[[ INPUT DATA, beginning ]]

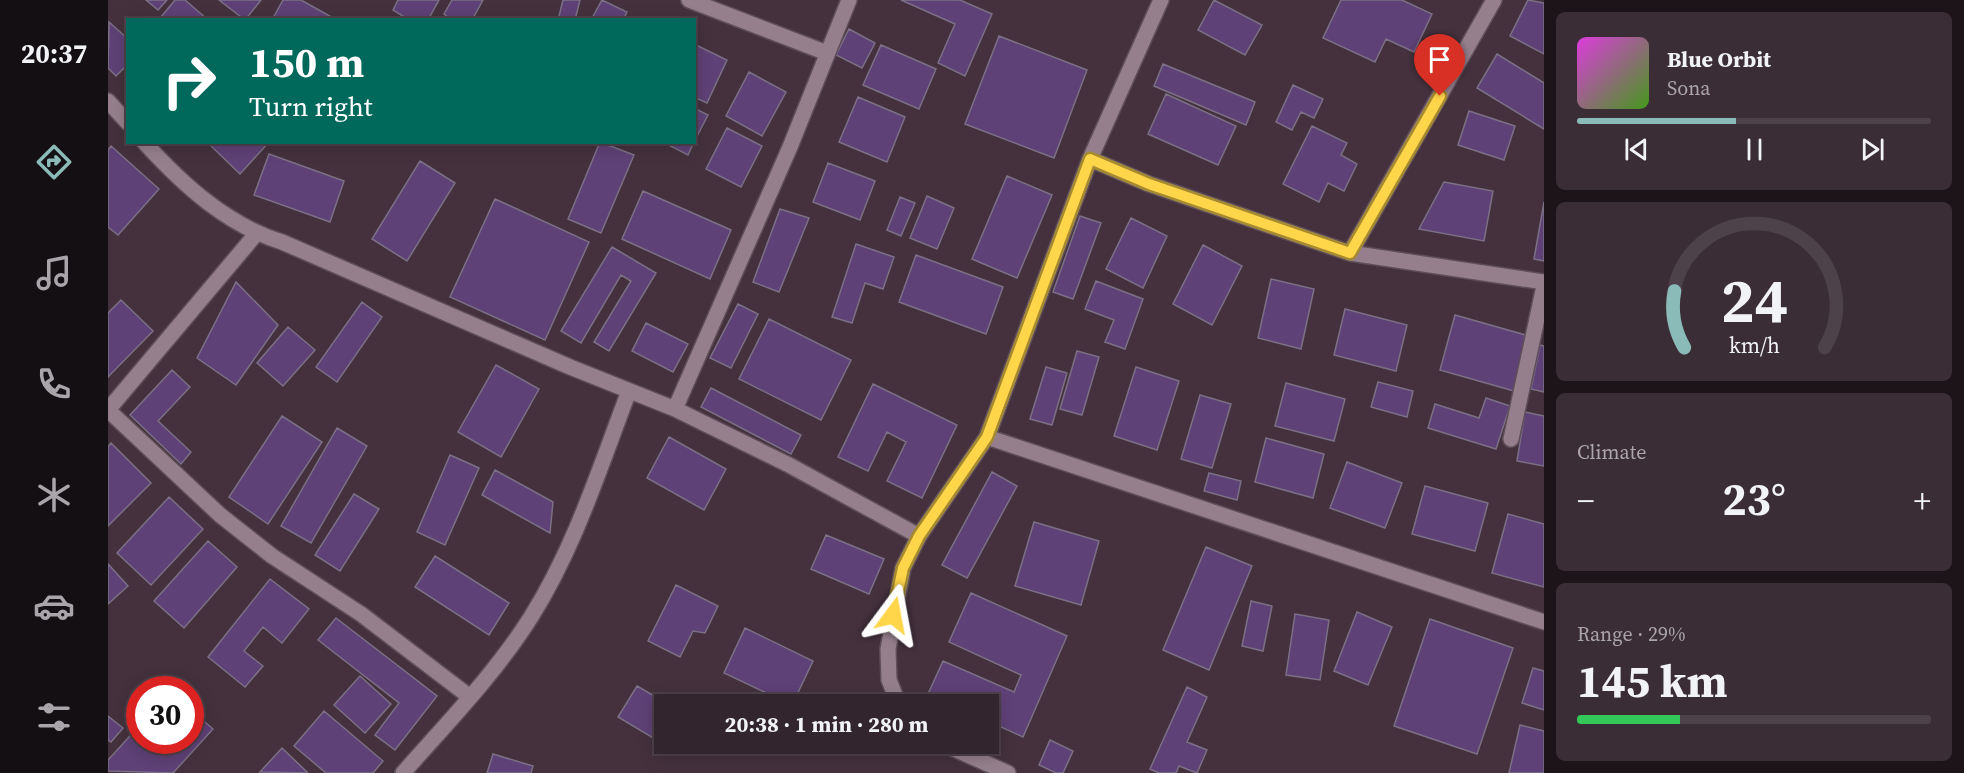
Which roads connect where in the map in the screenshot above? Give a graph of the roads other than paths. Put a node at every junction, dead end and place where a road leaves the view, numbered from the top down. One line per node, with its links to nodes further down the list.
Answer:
1 (689, 0): 5 (street)
2 (849, 0): 5 (street)
3 (1161, 0): 9 (street)
4 (1494, 0): 11 (street)
5 (827, 53): 14 (street)
6 (108, 101): 7 (street)
7 (126, 121)
8 (146, 144): 10 (street)
9 (1090, 159): 11 (street); 16 (street)
10 (256, 234): 13 (street); 15 (street)
11 (1350, 253): 12 (street)
12 (1544, 284): 17 (street)
13 (629, 391): 14 (street); 21 (street)
14 (675, 409): 18 (street)
15 (108, 410): 21 (street)
16 (987, 437): 18 (street); 19 (street)
17 (1511, 439)
18 (919, 536): 20 (street)
19 (1544, 622)
20 (894, 694)
21 (470, 697): 23 (street)
22 (965, 754): 24 (street)
23 (403, 773)
24 (1008, 773)

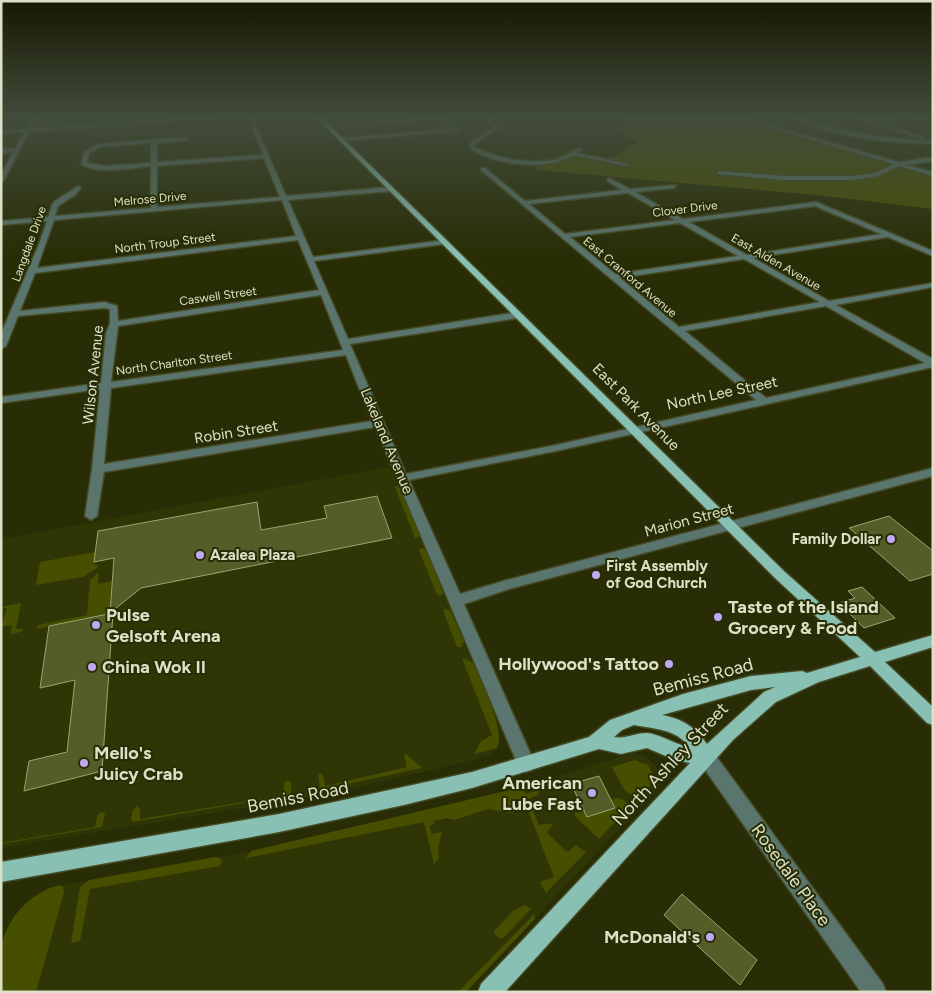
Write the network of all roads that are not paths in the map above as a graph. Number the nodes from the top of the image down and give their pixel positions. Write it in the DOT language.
graph roads {
  1 [pos="84,163"];
  2 [pos="175,163"];
  3 [pos="270,163"];
  4 [pos="365,163"];
  5 [pos="622,163"];
  6 [pos="903,163"];
  7 [pos="626,164"];
  8 [pos="898,164"];
  9 [pos="154,165"];
  10 [pos="483,169"];
  11 [pos="4,172"];
  12 [pos="719,173"];
  13 [pos="933,174"];
  14 [pos="1,180"];
  15 [pos="609,180"];
  16 [pos="674,186"];
  17 [pos="78,188"];
  18 [pos="391,189"];
  19 [pos="628,191"];
  20 [pos="285,198"];
  21 [pos="523,203"];
  22 [pos="154,210"];
  23 [pos="50,219"];
  24 [pos="681,221"];
  25 [pos="4,223"];
  26 [pos="1,234"];
  27 [pos="890,235"];
  28 [pos="563,236"];
  29 [pos="302,237"];
  30 [pos="445,242"];
  31 [pos="933,254"];
  32 [pos="745,257"];
  33 [pos="311,259"];
  34 [pos="31,271"];
  35 [pos="614,277"];
  36 [pos="933,285"];
  37 [pos="325,292"];
  38 [pos="828,304"];
  39 [pos="14,314"];
  40 [pos="518,315"];
  41 [pos="114,324"];
  42 [pos="677,330"];
  43 [pos="3,336"];
  44 [pos="345,342"];
  45 [pos="1,346"];
  46 [pos="350,352"];
  47 [pos="933,364"];
  48 [pos="107,385"];
  49 [pos="1,400"];
  50 [pos="763,401"];
  51 [pos="379,423"];
  52 [pos="633,429"];
  53 [pos="98,469"];
  54 [pos="933,472"];
  55 [pos="402,478"];
  56 [pos="91,516"];
  57 [pos="730,526"];
  58 [pos="455,601"];
  59 [pos="933,641"];
  60 [pos="871,658"];
  61 [pos="814,677"];
  62 [pos="634,718"];
  63 [pos="933,718"];
  64 [pos="598,741"];
  65 [pos="707,758"];
  66 [pos="526,764"];
  67 [pos="1,872"];
  68 [pos="489,992"];
  69 [pos="875,992"];
  1 -- 9 [label="street"];
  2 -- 9 [label="street"];
  3 -- 20 [label="street, Lakeland Avenue"];
  4 -- 18 [label="main road, East Park Avenue"];
  5 -- 7 [label="street"];
  6 -- 8 [label="street"];
  8 -- 12 [label="street"];
  8 -- 13 [label="street"];
  9 -- 22 [label="street"];
  10 -- 21 [label="street, East Cranford Avenue"];
  11 -- 14 [label="street"];
  15 -- 19 [label="street, East Alden Avenue"];
  16 -- 19 [label="street"];
  17 -- 23 [label="street, Langdale Drive"];
  18 -- 20 [label="street, Melrose Drive"];
  18 -- 30 [label="main road, East Park Avenue"];
  19 -- 21 [label="street"];
  19 -- 24 [label="street, East Alden Avenue"];
  20 -- 22 [label="street, Melrose Drive"];
  20 -- 29 [label="street, Lakeland Avenue"];
  21 -- 28 [label="street, East Cranford Avenue"];
  22 -- 23 [label="street, Melrose Drive"];
  23 -- 25 [label="street, Melrose Drive"];
  23 -- 34 [label="street, Langdale Drive"];
  24 -- 27 [label="street, Clover Drive"];
  24 -- 28 [label="street, Clover Drive"];
  24 -- 32 [label="street, East Alden Avenue"];
  25 -- 26 [label="street"];
  27 -- 31 [label="street"];
  27 -- 32 [label="street"];
  28 -- 35 [label="street, East Cranford Avenue"];
  29 -- 33 [label="street, Lakeland Avenue"];
  29 -- 34 [label="street, North Troup Street"];
  30 -- 33 [label="street"];
  30 -- 40 [label="main road, East Park Avenue"];
  32 -- 35 [label="street"];
  32 -- 38 [label="street, East Alden Avenue"];
  33 -- 37 [label="street, Lakeland Avenue"];
  34 -- 39 [label="street, Langdale Drive"];
  35 -- 42 [label="street, East Cranford Avenue"];
  36 -- 38 [label="street"];
  37 -- 41 [label="street, Caswell Street"];
  37 -- 44 [label="street, Lakeland Avenue"];
  38 -- 42 [label="street"];
  38 -- 47 [label="street, East Alden Avenue"];
  39 -- 41 [label="street, Wilson Avenue"];
  39 -- 43 [label="street, Langdale Drive"];
  40 -- 44 [label="street"];
  40 -- 52 [label="main road, East Park Avenue"];
  41 -- 48 [label="street, Wilson Avenue"];
  42 -- 50 [label="street, East Cranford Avenue"];
  43 -- 45 [label="street, Langdale Drive"];
  44 -- 46 [label="street, Lakeland Avenue"];
  46 -- 48 [label="street, North Charlton Street"];
  46 -- 51 [label="street, Lakeland Avenue"];
  47 -- 50 [label="street, North Lee Street"];
  48 -- 49 [label="street, North Charlton Street"];
  48 -- 53 [label="street, Wilson Avenue"];
  50 -- 52 [label="street, North Lee Street"];
  51 -- 53 [label="street, Robin Street"];
  51 -- 55 [label="street, Lakeland Avenue"];
  52 -- 55 [label="street, North Lee Street"];
  52 -- 57 [label="main road, East Park Avenue"];
  53 -- 56 [label="street, Wilson Avenue"];
  54 -- 57 [label="street, Marion Street"];
  55 -- 58 [label="street, Lakeland Avenue"];
  57 -- 58 [label="street, Marion Street"];
  57 -- 60 [label="main road, East Park Avenue"];
  58 -- 66 [label="street, Lakeland Avenue"];
  59 -- 60 [label="main road, North Ashley Street"];
  60 -- 61 [label="main road, North Ashley Street"];
  60 -- 63 [label="main road, East Park Avenue"];
  61 -- 62 [label="main road, Bemiss Road"];
  61 -- 65 [label="main road, North Ashley Street"];
  62 -- 64 [label="main road, Bemiss Road"];
  62 -- 65 [label="main road, Bemiss Road"];
  64 -- 65 [label="main road, Bemiss Road"];
  64 -- 66 [label="main road, Bemiss Road"];
  65 -- 68 [label="main road, North Ashley Street"];
  65 -- 69 [label="street, Rosedale Place"];
  66 -- 67 [label="main road, Bemiss Road"];
}
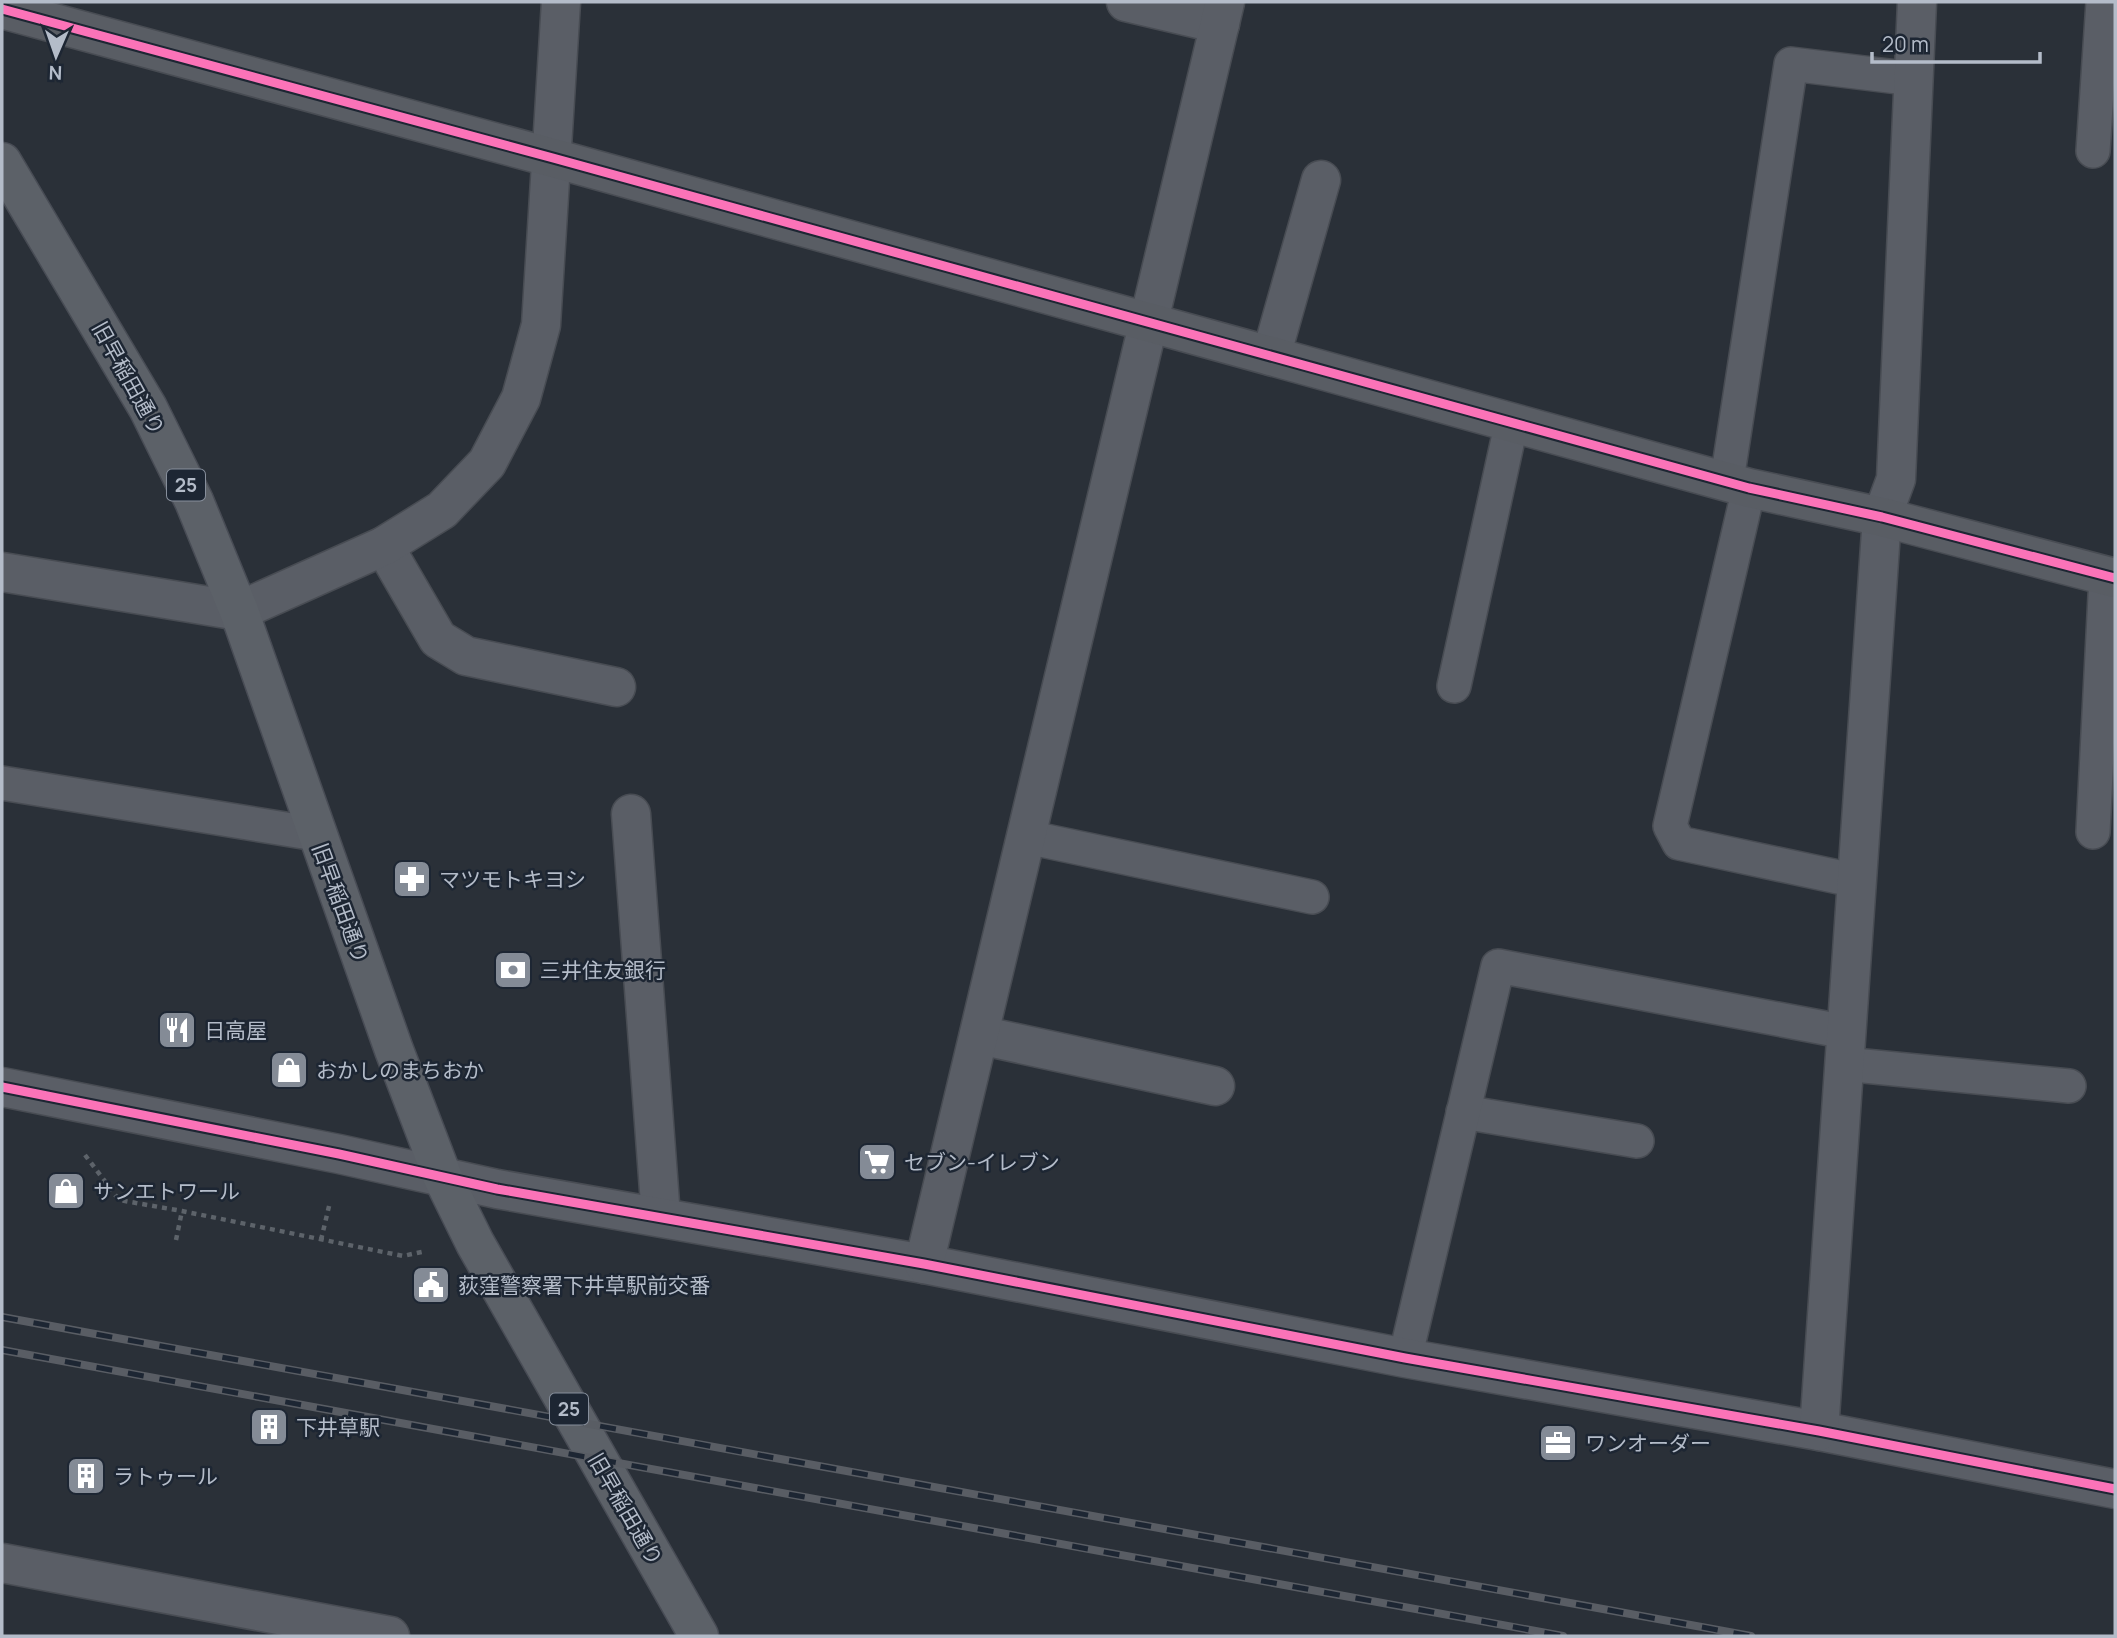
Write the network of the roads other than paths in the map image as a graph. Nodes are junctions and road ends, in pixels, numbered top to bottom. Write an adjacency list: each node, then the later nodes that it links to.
1 (561, 2): 9 (street)
2 (1126, 2): 6 (street)
3 (1917, 2): 7 (street)
4 (2103, 2): 8 (lane)
5 (2, 9): 9 (street)
6 (1222, 13): 12 (street)
7 (1914, 79): 15 (lane); 16 (street)
8 (2093, 151)
9 (553, 158): 12 (street); 17 (street)
10 (2, 162): 20 (main road, 旧早稲田通り / 25)
11 (1321, 180): 13 (street)
12 (1150, 323): 13 (street); 27 (street)
13 (1271, 356): 14 (street)
14 (1512, 421): 15 (street); 21 (lane)
15 (1738, 484): 16 (street); 28 (lane)
16 (1882, 517): 19 (street); 28 (street)
17 (384, 546): 20 (street); 22 (street)
18 (2, 572): 20 (street)
19 (2110, 577): 25 (lane)
20 (239, 611): 26 (main road, 旧早稲田通り / 25)
21 (1454, 686)
22 (616, 687)
23 (2, 783): 26 (lane)
24 (631, 814): 38 (street)
25 (2093, 832)
26 (316, 834): 37 (main road, 旧早稲田通り / 25)
27 (1027, 837): 29 (lane); 30 (street)
28 (1857, 881): 31 (street)
29 (1312, 897)
30 (979, 1035): 32 (street); 39 (street)
31 (1845, 1048): 33 (lane); 35 (lane); 41 (street)
32 (1215, 1086)
33 (2069, 1086)
34 (2, 1087): 37 (street)
35 (1463, 1112): 36 (lane); 40 (lane)
36 (1637, 1141)
37 (443, 1178): 38 (street); 45 (main road, 旧早稲田通り / 25)
38 (661, 1217): 39 (street)
39 (924, 1264): 40 (street)
40 (1405, 1358): 41 (street)
41 (1819, 1431): 42 (street)
42 (2115, 1489)
43 (2, 1563): 44 (street)
44 (390, 1636)
45 (699, 1636)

[[ INPUT DATA, end ]]

PROBLEM: For each line in the data that contains the string "down", give a copy of that line.

ANSWER SPACE:
Which roads connect where in the map in the screenshot above? Give a graph of the roads other than paths. Put a node at every junction, dead end and place where a road leaves the view, numbered from the top down. One line per node, with its links to nodes further down the list.
Write the network of all roads that are not paths in the map above as a graph. Number the nodes from the top of the image down and give their pixel positions. Write it in the DOT language.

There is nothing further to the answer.